Return, from the data below, each line that contains the word "options".
[PROVIDED MATERIAL]
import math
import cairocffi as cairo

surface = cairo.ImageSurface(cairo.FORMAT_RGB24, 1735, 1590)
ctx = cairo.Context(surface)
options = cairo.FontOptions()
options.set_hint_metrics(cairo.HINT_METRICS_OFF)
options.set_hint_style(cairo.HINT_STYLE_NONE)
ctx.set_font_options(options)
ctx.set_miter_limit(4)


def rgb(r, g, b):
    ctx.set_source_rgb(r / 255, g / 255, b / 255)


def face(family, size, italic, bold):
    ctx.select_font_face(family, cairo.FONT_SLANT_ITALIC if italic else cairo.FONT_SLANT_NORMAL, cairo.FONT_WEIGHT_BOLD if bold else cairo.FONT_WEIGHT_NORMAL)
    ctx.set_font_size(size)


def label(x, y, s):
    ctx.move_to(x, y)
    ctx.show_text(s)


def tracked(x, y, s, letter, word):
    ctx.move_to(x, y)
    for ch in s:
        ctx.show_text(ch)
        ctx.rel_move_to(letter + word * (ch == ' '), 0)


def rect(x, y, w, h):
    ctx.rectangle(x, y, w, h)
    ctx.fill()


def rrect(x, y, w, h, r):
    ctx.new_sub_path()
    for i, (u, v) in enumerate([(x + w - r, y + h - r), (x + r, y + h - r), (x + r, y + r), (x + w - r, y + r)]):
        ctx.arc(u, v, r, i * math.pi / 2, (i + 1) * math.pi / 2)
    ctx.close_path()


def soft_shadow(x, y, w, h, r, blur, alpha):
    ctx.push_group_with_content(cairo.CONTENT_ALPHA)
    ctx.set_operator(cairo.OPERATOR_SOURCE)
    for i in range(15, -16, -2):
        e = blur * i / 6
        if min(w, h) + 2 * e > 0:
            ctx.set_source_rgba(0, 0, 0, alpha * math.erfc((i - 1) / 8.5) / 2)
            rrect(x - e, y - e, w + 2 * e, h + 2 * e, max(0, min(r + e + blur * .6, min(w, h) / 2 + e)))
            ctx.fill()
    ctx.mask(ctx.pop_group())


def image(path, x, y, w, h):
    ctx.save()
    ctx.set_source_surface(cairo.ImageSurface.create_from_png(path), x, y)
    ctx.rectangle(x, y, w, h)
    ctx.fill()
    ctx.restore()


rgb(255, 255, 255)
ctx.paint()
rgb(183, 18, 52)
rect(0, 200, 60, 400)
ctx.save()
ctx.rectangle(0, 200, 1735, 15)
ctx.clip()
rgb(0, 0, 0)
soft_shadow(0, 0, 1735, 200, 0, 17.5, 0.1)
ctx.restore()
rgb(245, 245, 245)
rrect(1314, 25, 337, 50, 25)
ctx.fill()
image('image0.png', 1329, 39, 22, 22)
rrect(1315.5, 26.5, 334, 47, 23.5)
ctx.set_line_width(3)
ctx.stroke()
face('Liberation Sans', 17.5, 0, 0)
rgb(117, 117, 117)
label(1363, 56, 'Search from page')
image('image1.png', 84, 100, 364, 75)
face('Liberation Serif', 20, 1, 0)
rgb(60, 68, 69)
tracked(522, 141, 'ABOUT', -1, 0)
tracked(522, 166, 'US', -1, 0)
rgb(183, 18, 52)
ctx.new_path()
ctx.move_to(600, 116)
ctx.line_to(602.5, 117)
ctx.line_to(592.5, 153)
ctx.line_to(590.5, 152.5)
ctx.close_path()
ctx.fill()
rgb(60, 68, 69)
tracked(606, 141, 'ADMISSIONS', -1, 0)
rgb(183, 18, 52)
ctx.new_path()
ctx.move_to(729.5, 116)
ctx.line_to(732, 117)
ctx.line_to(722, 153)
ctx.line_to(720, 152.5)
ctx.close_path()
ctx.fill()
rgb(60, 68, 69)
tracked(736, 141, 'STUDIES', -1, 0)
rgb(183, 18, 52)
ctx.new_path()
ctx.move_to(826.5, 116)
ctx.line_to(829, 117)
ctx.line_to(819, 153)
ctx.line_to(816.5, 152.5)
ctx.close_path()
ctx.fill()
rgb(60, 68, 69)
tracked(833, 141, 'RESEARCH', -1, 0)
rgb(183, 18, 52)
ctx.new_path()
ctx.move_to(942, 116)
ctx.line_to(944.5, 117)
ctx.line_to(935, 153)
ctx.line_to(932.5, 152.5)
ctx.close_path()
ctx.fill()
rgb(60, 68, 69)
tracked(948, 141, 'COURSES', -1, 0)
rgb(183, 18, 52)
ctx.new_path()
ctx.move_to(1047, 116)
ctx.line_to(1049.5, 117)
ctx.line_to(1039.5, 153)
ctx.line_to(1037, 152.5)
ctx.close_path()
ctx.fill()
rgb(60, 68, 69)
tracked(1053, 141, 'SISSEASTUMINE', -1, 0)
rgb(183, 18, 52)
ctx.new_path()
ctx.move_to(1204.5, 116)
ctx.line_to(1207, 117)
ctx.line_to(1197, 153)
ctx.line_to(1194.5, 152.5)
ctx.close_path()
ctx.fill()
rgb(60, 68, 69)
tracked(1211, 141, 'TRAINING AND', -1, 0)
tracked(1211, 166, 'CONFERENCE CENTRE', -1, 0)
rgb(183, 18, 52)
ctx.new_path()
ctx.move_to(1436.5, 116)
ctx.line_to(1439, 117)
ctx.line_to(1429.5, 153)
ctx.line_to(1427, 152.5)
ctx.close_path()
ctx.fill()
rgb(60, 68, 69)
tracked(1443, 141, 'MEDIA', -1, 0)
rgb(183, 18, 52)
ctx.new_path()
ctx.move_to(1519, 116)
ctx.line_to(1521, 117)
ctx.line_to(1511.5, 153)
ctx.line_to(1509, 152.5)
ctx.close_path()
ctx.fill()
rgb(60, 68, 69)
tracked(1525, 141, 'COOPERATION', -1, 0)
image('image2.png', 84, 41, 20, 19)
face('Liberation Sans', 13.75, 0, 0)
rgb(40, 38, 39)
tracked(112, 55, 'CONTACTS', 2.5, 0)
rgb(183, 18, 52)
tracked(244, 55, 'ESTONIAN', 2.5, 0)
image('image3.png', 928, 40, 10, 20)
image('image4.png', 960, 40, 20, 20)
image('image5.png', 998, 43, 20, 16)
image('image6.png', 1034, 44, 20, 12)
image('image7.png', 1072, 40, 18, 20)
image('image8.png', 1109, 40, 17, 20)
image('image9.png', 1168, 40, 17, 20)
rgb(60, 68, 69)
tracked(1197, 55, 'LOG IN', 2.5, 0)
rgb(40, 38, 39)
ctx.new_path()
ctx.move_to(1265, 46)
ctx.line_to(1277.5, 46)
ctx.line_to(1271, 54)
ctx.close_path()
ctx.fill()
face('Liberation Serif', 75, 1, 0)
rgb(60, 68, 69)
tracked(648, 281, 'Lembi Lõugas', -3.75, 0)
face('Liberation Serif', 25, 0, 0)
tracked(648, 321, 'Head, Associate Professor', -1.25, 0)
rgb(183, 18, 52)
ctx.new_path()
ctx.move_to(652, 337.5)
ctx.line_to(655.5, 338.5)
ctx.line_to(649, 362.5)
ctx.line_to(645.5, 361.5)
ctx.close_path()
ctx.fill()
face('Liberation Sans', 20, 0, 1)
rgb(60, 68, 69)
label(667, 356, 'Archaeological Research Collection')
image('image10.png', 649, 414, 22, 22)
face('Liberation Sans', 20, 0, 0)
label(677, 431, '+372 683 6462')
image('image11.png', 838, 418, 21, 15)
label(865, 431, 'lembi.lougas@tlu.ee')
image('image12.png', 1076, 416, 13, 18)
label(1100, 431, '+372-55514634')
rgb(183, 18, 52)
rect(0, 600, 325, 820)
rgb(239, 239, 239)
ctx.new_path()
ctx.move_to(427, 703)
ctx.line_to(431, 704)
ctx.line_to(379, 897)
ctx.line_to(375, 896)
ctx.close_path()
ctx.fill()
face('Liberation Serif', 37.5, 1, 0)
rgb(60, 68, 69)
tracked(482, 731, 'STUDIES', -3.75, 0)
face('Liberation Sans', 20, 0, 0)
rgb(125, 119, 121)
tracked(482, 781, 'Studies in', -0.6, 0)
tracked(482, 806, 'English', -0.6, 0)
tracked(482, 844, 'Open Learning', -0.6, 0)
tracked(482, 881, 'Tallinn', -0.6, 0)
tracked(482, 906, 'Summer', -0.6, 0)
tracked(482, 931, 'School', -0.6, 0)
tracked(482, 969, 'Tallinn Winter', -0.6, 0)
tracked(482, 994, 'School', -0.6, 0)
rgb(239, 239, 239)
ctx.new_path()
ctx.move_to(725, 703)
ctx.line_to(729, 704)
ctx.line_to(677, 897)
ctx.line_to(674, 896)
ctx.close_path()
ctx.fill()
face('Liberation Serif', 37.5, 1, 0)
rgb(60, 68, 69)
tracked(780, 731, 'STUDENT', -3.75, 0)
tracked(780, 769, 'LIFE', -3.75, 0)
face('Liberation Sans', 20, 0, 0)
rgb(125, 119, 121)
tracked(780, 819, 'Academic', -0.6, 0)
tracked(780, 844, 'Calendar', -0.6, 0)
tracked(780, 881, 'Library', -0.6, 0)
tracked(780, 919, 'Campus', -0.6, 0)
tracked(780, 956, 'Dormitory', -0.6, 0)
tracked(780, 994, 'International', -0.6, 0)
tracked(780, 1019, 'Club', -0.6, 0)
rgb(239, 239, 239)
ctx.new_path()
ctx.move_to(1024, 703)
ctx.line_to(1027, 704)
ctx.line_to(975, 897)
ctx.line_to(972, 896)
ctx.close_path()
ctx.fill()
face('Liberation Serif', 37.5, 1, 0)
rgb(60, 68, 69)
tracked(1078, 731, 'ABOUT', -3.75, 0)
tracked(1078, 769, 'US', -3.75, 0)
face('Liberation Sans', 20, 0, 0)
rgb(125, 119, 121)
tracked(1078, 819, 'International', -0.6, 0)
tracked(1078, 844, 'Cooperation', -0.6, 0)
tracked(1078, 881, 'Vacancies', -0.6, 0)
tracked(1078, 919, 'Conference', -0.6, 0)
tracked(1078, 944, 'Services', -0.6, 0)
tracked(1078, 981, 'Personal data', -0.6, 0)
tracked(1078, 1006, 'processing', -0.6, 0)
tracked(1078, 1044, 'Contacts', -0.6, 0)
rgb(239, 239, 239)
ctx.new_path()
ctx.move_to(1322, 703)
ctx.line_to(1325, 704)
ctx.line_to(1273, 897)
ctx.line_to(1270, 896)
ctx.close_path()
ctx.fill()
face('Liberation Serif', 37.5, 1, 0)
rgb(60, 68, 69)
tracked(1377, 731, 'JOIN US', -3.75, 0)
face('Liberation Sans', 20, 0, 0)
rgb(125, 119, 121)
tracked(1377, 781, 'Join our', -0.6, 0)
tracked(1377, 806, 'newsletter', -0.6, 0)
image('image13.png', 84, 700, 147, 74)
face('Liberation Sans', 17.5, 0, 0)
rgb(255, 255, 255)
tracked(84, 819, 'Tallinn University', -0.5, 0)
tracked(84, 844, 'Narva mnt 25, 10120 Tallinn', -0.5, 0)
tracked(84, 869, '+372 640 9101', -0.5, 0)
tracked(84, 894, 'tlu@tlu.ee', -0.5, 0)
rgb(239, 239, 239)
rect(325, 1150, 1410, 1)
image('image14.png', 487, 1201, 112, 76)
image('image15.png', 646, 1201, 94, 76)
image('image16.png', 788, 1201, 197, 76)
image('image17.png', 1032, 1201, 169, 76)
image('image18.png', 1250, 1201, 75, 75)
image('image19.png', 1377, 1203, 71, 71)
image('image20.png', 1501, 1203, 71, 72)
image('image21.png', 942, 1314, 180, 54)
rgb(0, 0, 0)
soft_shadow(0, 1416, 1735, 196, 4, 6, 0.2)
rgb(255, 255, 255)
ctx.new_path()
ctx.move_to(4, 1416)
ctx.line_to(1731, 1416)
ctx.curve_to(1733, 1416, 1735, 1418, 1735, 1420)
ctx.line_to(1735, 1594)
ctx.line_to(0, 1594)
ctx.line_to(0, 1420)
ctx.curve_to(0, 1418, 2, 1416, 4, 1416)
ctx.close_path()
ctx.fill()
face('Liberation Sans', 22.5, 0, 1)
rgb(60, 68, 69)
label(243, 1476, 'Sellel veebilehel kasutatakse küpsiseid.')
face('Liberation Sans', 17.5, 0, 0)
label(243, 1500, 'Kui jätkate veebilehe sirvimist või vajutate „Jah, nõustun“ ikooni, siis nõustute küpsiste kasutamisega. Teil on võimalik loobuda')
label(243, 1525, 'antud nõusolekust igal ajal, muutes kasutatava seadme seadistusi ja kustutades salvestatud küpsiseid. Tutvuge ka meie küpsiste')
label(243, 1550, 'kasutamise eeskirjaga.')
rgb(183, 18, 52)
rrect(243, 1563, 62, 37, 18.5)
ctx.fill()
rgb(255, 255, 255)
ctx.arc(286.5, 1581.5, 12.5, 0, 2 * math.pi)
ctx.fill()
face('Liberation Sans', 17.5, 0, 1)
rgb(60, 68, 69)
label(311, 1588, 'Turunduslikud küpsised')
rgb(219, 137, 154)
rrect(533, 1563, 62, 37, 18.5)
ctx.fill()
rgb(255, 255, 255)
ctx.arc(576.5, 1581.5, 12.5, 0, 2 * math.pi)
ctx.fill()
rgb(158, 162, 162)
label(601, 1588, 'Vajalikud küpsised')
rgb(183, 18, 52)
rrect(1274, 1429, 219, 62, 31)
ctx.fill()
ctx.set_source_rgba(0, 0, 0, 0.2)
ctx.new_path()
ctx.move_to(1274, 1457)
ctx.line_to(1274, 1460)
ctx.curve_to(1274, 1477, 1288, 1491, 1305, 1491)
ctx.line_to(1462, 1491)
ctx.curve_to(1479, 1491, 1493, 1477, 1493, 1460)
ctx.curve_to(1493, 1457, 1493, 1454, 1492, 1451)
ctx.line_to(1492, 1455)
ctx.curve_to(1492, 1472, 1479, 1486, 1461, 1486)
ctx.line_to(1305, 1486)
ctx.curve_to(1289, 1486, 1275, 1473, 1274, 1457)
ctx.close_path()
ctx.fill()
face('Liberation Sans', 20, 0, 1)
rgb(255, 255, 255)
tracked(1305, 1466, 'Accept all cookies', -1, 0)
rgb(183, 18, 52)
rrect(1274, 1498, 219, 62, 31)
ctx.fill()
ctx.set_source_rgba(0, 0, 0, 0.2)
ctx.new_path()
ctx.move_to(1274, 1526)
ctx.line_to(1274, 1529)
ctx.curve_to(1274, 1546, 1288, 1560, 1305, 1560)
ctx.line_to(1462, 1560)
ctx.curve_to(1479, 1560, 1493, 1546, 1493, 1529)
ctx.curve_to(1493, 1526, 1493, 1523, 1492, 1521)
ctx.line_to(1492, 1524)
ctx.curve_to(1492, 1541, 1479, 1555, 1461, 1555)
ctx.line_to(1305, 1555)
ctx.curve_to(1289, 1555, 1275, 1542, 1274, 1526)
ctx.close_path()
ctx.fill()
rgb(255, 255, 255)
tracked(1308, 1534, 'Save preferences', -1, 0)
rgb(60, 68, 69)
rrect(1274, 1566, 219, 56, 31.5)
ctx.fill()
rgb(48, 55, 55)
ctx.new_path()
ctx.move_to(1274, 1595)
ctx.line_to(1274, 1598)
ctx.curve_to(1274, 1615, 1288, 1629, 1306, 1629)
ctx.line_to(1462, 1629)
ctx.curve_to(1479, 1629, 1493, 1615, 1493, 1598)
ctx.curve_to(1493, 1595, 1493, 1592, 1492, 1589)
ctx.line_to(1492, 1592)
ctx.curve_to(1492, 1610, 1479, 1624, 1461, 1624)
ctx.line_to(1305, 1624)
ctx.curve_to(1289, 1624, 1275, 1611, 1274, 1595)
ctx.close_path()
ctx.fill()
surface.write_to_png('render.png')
[/PROVIDED MATERIAL]
OUTPUT OF THE TASK:
options = cairo.FontOptions()
options.set_hint_metrics(cairo.HINT_METRICS_OFF)
options.set_hint_style(cairo.HINT_STYLE_NONE)
ctx.set_font_options(options)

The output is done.